* _Problem to solve_: Examine the data line by line and report how many lines include the word "Rouxinol", with no additional output.

* _Supplied records_:
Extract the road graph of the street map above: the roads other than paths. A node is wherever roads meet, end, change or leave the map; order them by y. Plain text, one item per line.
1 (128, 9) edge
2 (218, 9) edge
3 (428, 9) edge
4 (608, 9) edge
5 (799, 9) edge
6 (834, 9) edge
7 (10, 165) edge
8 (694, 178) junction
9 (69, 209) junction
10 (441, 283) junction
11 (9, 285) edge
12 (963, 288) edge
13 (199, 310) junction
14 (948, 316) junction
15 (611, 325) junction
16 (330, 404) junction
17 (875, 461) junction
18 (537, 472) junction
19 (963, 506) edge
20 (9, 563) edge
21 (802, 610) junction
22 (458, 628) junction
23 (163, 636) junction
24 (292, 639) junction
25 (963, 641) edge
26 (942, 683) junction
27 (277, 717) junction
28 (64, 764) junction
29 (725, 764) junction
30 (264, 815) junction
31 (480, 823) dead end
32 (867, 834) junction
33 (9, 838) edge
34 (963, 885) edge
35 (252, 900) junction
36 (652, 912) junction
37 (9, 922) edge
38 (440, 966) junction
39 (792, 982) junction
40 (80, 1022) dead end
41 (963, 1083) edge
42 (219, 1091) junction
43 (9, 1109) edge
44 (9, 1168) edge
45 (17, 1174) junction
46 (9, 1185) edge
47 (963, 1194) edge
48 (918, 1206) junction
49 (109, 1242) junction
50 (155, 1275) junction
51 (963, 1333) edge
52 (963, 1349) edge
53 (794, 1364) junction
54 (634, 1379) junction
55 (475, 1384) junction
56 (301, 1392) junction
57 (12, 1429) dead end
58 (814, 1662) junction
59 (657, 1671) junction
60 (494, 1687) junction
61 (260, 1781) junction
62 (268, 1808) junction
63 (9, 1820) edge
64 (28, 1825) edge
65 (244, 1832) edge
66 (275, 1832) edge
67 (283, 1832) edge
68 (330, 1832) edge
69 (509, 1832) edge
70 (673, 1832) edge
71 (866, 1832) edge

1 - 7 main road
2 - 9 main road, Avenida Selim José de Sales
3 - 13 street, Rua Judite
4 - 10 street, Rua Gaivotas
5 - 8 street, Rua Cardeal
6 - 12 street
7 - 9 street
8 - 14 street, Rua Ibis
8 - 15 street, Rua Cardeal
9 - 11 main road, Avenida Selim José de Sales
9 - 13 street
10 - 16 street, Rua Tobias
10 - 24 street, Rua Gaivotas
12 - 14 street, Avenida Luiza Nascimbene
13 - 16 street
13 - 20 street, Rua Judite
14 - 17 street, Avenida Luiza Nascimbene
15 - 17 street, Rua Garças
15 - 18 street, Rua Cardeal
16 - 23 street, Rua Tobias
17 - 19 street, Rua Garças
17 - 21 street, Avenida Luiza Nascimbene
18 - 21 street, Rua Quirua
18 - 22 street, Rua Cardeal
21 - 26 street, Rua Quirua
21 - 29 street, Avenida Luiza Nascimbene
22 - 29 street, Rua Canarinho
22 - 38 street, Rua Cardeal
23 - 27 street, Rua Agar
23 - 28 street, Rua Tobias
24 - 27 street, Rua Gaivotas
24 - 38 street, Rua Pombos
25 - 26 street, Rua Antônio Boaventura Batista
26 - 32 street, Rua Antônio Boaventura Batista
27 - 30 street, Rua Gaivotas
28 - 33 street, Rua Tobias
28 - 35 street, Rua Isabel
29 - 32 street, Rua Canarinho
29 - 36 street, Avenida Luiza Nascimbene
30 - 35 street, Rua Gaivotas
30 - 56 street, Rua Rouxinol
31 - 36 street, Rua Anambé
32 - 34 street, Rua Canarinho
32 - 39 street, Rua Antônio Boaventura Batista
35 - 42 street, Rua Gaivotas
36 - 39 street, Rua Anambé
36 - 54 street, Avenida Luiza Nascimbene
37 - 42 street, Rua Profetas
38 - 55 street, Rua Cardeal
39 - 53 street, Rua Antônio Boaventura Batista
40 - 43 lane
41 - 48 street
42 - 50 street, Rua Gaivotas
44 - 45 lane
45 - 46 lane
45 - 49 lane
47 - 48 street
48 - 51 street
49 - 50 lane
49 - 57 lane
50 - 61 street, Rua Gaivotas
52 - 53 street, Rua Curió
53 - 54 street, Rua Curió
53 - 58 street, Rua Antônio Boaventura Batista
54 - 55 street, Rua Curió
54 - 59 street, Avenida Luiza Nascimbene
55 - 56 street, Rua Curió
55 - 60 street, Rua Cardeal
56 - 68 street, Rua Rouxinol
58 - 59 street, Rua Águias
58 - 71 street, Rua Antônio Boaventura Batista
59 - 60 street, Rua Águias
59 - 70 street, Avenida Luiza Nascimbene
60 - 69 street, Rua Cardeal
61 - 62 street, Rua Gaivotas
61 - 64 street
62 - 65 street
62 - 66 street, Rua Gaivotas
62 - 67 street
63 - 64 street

* _Written response_: 2